What this task involves. List all lines of the data containing the word "edges".

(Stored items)
○ ○ ○
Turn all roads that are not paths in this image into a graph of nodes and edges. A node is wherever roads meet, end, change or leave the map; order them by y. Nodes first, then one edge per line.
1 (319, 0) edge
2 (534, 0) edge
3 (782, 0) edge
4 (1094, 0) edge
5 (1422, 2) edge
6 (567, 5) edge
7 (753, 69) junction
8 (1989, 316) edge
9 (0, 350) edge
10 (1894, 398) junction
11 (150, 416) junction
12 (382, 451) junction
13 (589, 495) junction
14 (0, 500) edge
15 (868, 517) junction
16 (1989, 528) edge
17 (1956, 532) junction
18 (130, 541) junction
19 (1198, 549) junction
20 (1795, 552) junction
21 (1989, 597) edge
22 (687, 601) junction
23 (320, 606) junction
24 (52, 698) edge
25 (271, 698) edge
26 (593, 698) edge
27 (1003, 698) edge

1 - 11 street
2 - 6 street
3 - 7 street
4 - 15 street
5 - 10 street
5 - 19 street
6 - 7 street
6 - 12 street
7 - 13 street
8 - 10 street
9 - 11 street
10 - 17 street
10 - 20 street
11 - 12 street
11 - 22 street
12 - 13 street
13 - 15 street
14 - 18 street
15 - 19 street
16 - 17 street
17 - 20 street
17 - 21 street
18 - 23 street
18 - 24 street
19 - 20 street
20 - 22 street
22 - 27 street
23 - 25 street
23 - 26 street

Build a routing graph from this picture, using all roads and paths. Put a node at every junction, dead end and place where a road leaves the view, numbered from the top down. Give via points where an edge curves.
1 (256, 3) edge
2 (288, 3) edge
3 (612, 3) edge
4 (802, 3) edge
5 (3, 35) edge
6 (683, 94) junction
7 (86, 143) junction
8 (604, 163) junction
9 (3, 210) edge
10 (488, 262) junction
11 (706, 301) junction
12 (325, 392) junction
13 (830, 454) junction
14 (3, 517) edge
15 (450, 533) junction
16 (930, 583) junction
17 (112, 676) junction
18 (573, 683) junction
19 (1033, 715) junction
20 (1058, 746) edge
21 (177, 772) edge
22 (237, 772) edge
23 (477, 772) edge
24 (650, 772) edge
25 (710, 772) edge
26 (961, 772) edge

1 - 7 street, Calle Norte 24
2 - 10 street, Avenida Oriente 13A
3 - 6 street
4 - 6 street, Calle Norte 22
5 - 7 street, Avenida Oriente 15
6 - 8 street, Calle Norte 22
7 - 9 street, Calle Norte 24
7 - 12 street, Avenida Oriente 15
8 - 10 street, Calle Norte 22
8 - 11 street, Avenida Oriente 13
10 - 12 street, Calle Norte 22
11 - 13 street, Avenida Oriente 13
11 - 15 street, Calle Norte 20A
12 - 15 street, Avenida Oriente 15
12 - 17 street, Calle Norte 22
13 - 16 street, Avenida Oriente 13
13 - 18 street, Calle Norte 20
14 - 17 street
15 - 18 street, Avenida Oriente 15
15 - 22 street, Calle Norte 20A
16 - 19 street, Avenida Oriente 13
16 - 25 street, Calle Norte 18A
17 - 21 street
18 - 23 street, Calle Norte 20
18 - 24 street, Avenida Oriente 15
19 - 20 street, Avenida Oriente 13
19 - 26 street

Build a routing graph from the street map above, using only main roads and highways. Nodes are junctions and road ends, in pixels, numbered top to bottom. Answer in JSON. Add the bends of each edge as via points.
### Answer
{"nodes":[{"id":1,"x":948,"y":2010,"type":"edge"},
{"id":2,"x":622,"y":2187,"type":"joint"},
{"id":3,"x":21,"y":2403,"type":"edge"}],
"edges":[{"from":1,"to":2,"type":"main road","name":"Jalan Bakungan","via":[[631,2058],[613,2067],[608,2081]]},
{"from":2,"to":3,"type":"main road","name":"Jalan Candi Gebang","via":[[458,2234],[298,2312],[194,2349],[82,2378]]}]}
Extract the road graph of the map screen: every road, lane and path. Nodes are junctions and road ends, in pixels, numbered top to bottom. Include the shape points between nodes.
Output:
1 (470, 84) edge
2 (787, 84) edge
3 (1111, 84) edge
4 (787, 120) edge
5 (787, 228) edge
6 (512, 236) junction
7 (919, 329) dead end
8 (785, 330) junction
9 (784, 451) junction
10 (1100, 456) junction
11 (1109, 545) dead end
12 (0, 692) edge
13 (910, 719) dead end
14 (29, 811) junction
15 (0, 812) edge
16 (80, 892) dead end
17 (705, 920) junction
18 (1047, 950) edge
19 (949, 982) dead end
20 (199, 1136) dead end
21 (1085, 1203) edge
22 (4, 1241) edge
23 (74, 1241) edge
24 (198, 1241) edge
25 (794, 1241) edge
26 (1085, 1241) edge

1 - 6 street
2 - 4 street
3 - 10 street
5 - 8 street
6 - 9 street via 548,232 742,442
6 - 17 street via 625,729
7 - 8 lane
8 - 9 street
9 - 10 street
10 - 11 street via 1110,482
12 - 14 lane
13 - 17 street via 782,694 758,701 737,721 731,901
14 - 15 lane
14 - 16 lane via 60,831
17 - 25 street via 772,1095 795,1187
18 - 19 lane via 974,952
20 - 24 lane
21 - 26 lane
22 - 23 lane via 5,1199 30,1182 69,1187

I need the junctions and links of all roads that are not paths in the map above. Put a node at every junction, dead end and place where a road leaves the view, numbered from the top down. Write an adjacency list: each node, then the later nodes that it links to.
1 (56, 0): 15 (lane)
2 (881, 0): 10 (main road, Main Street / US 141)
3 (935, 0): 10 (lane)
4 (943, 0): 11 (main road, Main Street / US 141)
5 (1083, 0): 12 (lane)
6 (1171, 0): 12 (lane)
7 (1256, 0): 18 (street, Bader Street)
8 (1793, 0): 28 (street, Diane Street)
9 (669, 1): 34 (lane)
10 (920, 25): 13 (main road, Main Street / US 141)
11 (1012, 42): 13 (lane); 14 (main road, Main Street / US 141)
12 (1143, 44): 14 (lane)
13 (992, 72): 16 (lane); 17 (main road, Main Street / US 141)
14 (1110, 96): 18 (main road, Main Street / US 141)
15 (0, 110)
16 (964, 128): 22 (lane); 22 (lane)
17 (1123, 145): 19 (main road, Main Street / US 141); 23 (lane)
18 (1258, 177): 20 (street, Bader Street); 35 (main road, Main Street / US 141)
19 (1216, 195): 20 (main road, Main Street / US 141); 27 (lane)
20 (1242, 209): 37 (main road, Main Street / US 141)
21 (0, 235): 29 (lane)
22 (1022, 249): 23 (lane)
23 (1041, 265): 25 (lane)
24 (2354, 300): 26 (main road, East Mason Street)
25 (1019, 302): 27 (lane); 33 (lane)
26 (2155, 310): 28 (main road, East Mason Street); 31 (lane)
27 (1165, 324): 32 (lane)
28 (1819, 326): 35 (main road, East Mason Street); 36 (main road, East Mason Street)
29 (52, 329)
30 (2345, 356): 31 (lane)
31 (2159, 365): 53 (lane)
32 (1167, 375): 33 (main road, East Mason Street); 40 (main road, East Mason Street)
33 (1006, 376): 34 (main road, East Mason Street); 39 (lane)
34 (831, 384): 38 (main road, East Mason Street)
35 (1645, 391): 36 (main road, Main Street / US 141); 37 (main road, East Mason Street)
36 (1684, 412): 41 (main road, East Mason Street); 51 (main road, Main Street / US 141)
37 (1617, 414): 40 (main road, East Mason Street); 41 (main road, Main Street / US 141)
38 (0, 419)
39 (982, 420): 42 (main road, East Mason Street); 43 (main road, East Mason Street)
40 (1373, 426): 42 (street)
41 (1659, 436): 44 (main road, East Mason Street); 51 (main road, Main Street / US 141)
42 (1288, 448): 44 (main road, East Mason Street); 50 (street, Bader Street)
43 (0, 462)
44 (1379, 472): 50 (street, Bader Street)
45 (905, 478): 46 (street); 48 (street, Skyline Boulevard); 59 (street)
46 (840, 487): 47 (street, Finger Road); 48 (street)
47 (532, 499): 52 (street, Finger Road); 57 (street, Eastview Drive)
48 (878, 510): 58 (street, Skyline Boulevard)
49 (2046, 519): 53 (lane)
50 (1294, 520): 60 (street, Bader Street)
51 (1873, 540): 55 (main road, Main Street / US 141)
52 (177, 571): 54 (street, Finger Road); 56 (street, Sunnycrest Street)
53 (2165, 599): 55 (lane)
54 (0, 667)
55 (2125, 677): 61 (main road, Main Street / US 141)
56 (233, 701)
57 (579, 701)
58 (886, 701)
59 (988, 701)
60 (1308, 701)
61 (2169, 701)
○ ○ ○
Expected output.
Turn all roads that are not paths in this image into a graph of nodes and edges. A node is wherever roads meet, end, change or leave the map; order them by y. Nodes first, then one edge per line.
"edges":[{"from":1,"to":2,"type":"main road","name":"Jalan Bakungan","via":[[631,2058],[613,2067],[608,2081]]},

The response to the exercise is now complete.